Note, too, that not all mathematicians agree with classical first-order logic as the basis of all mathematics. Fierce debates raged in the first half of the 20th century between some of the most renowned mathematicians of the time: perhaps the most lasting and significant of those happened between David Hilbert and L.E.J. Brouwer, where the former defended the classical (the broader philosophical system that underpins this view is called the formalist theory) logic you're familiar with, while the latter espoused a system that is now called intuitionistic logic. Quite a few people are carrying out research in intuitionistic logic to this day, whether they believe it to be "superior" to classical logic or not. We are used to thinking that classical logic is the one and only golden set of rules of inferring truth (mathematical or otherwise), so it may be baffling at first to see some of the classic laws of thought rejected by other logical systems. Consider the law of double negation, i.e. $$P \models \lnot \lnot P$$ in logical notation. The intuitionists actually reject this law, which is why intuitionistic logic is often referred to as weaker than the classical one.

The dispute as to which logic is "superior" is fairly meaningless and is unlikely to ever be resolved. It is, largely, a matter of opinion and applicability. Classical logic, although not necessarily devoid of paradoxes, has done a great job in its modelling of mathematical inference. Whether it is the ultimate instrument for deriving the truth, however, is a question that will forever remain unanswered.

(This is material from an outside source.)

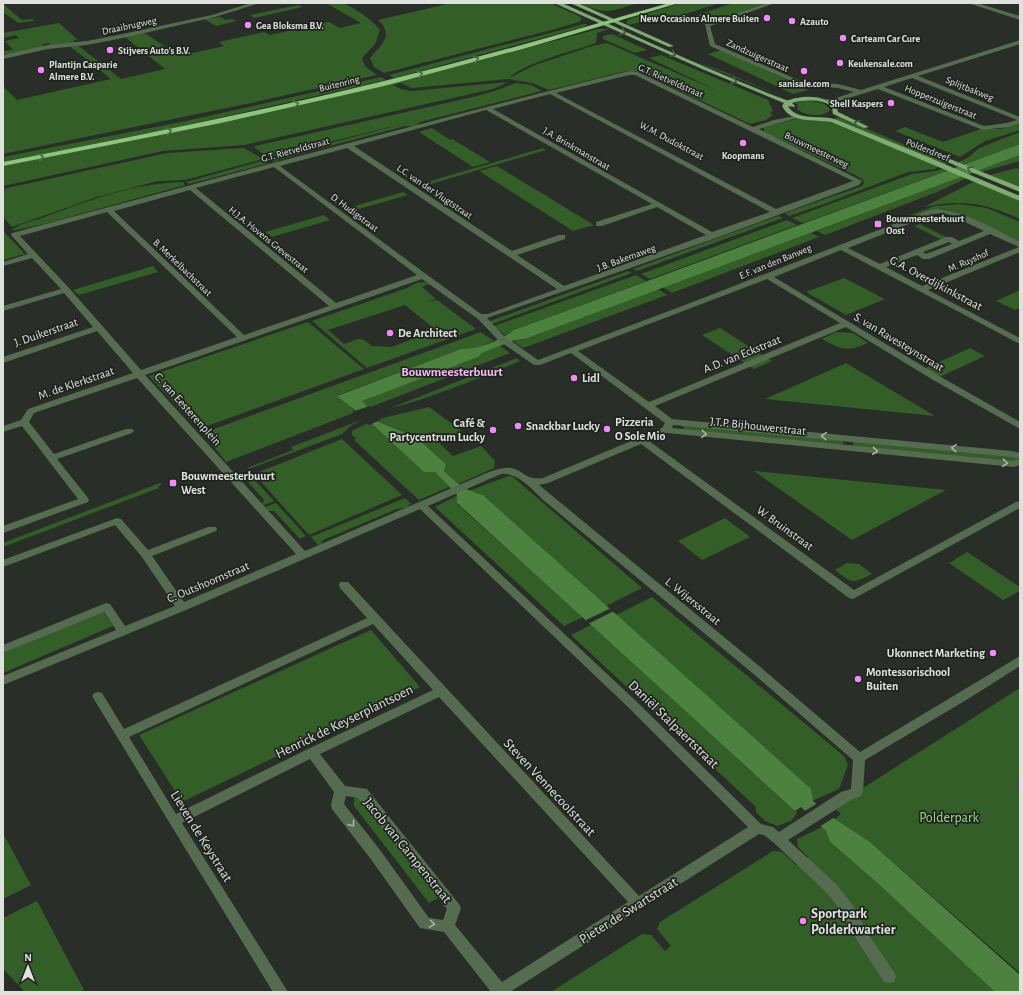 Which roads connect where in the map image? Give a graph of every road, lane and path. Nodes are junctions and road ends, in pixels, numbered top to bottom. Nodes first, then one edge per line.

• Thank you for your answer. If I may ask, why was the truth-functionality aspect desired in maths? Particularly, why not leave the controversial 3rd and 4th column in the material implication's truth table as undefined blanks (when the antecedent is false)? I do understand one idea, and it's that with truth-functionality, we are working only with general truth values with not much interest in relations and semantics. Commented Oct 19, 2020 at 17:33
• @MohamadHusseinNaim There are logics that treat the material conditional exactly as you mention, i.e. a material conditional with a false antecedent is said to be undefined. I see this as having very little real applicability though, and we start to run into trouble pretty easily: for example, $A\land B \to A$ is undefined whenever $B$ is false - in a real world setting, however, this makes little sense. Without a truth-functional approach we just wouldn't get very far in maths - I think it's the best explanation as to why classical logic is the way it is. Commented Oct 19, 2020 at 18:41
• @MohamadHusseinNaim Here's a little thought experiment if you wish: try to come up with a sketch of an alternative formal system and plug in some simple mathematical statements to see how the material implication behaves. This should hopefully give you some intuition as to why classical logic suits mathematics best :) but as I said, it's not the only useful logic out there: the modal operator in modal logic is non-truth-functional, for example, but this is used to express things like uncertainty or differing temporality, which we have no need of in traditional mathematics. Commented Oct 19, 2020 at 18:50

Beginners in logic often confuse "implies" with "causes." Consider for example the implication: "If it is raining, then it is cloudy."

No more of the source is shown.